(INFORMATION SUPPLIED Opens)

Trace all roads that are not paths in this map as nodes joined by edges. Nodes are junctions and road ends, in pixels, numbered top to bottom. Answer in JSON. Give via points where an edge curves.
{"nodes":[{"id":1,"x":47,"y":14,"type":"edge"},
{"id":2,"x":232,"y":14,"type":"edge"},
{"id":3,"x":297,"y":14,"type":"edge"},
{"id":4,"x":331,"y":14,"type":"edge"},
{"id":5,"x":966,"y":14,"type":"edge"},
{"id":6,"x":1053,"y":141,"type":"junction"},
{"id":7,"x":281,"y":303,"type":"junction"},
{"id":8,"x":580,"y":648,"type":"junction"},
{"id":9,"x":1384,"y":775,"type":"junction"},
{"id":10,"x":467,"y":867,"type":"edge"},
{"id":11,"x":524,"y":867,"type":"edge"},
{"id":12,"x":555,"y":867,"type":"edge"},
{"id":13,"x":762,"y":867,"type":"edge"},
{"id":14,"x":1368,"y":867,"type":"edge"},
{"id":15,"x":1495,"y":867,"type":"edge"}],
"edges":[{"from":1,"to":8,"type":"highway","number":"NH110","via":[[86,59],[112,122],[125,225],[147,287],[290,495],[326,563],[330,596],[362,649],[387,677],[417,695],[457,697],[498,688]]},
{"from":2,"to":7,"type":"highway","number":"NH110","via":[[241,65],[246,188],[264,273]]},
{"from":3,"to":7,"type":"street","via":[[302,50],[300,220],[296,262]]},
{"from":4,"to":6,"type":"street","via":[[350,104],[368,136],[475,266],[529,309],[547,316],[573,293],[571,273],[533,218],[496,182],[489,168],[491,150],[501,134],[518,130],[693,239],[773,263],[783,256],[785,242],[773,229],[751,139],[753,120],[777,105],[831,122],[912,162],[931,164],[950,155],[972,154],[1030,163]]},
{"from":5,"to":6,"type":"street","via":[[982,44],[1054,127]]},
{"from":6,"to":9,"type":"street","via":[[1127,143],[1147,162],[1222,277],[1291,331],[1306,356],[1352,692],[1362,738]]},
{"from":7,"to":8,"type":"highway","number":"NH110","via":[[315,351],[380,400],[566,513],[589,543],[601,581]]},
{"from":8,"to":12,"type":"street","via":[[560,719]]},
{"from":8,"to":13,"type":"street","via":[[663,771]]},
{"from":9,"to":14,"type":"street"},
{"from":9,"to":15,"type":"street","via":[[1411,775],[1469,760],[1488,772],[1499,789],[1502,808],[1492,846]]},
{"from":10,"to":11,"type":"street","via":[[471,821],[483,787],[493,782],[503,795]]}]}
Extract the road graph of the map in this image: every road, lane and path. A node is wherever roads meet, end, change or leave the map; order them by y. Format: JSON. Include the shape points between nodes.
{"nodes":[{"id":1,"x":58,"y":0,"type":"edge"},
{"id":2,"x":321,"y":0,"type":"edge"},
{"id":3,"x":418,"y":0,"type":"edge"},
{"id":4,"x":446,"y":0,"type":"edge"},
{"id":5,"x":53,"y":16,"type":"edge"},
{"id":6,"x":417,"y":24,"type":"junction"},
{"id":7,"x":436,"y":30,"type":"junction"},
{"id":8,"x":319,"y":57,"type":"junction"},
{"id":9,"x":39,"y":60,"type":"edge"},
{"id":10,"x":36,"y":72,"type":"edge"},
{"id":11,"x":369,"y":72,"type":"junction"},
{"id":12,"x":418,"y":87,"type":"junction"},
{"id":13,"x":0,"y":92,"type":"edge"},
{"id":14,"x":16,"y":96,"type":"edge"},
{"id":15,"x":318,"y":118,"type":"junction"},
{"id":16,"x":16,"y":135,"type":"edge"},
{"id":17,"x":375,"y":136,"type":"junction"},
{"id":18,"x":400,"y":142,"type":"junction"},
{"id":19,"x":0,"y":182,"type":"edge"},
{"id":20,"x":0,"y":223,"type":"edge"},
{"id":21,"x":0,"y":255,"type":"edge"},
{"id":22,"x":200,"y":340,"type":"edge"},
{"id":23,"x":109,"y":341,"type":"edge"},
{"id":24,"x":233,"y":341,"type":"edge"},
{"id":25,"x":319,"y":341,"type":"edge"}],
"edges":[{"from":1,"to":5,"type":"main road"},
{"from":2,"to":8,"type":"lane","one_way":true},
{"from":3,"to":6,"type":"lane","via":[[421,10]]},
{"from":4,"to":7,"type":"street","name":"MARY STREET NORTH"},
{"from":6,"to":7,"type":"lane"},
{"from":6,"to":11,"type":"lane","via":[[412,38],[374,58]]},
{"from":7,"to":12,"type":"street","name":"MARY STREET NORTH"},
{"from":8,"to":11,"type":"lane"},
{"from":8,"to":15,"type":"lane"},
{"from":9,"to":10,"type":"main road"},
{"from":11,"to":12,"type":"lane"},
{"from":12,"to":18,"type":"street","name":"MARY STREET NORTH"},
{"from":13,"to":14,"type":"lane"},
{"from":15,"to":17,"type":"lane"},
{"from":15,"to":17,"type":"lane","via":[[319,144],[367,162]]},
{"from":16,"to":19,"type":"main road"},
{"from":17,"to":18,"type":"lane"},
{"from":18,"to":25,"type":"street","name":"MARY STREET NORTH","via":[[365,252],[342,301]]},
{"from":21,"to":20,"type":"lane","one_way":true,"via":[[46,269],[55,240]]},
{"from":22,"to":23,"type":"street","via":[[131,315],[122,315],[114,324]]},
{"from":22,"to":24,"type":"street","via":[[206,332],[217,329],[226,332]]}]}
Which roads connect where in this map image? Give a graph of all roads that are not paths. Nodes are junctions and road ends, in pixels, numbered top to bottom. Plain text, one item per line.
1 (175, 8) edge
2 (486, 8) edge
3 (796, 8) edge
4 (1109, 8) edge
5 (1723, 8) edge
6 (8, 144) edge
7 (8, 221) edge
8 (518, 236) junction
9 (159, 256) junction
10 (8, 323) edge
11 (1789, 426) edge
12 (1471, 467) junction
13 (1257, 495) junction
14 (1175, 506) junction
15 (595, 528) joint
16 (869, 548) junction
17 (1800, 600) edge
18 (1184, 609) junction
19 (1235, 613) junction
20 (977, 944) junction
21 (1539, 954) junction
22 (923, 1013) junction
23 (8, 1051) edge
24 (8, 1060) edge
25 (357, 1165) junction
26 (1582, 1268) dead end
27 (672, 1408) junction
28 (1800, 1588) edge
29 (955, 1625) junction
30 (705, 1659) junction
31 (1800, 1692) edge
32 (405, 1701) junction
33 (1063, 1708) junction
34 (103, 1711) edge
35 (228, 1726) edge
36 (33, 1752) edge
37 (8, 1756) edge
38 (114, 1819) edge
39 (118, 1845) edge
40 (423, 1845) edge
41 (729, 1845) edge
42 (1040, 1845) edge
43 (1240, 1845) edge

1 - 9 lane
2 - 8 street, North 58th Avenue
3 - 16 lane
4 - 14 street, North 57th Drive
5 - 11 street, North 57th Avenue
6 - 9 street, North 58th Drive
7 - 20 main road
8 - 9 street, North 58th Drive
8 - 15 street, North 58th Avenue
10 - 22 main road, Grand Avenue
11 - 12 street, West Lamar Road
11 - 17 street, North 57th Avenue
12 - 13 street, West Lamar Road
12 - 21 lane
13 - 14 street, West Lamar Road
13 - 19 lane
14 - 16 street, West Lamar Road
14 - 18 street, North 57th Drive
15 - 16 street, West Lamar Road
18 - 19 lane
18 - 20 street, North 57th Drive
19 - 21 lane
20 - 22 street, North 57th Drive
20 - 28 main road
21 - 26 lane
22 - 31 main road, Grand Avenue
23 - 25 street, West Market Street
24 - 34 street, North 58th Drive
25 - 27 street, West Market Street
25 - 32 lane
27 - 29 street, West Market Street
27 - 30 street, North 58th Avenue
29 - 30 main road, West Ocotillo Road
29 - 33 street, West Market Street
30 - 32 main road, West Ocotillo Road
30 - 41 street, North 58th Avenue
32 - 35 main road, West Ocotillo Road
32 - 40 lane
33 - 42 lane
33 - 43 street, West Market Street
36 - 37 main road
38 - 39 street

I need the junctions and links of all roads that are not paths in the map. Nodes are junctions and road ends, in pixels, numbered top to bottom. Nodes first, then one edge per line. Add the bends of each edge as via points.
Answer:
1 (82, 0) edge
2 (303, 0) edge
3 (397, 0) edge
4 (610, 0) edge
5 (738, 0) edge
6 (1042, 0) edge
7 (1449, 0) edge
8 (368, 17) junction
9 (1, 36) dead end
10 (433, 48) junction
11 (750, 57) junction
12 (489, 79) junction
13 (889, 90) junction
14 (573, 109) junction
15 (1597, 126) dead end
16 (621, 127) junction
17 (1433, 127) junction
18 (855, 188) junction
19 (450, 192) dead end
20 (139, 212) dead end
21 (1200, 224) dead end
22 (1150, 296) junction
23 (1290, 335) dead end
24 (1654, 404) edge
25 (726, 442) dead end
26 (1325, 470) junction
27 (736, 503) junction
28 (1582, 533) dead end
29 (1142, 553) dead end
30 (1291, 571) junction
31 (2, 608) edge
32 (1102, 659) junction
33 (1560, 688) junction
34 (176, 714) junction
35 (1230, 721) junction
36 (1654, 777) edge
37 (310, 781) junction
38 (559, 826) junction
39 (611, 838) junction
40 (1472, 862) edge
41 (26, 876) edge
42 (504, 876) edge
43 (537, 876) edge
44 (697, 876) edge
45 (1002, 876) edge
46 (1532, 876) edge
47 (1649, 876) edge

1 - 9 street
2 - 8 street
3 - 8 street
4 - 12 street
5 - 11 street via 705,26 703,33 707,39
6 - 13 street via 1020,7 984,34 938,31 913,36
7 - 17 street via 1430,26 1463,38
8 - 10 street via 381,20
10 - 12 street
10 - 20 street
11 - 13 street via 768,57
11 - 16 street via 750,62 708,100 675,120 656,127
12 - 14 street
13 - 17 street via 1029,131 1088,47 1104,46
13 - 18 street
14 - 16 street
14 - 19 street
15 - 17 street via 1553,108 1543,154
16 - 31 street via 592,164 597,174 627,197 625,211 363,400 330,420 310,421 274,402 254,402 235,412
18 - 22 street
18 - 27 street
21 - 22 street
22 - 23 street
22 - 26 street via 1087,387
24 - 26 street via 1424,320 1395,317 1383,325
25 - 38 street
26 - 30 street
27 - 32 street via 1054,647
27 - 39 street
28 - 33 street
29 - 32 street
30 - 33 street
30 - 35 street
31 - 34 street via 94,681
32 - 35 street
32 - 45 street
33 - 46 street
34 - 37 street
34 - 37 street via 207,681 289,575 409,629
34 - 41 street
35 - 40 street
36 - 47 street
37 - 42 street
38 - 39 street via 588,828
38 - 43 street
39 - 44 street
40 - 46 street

(INFORMATION SUPPLIED Closes)

## PROBLEM REQUIREMENTS
Copy every line in the records above that contains the word "Avenue".

## ANSWER FOR THE TASK
2 - 8 street, North 58th Avenue
5 - 11 street, North 57th Avenue
8 - 15 street, North 58th Avenue
10 - 22 main road, Grand Avenue
11 - 17 street, North 57th Avenue
22 - 31 main road, Grand Avenue
27 - 30 street, North 58th Avenue
30 - 41 street, North 58th Avenue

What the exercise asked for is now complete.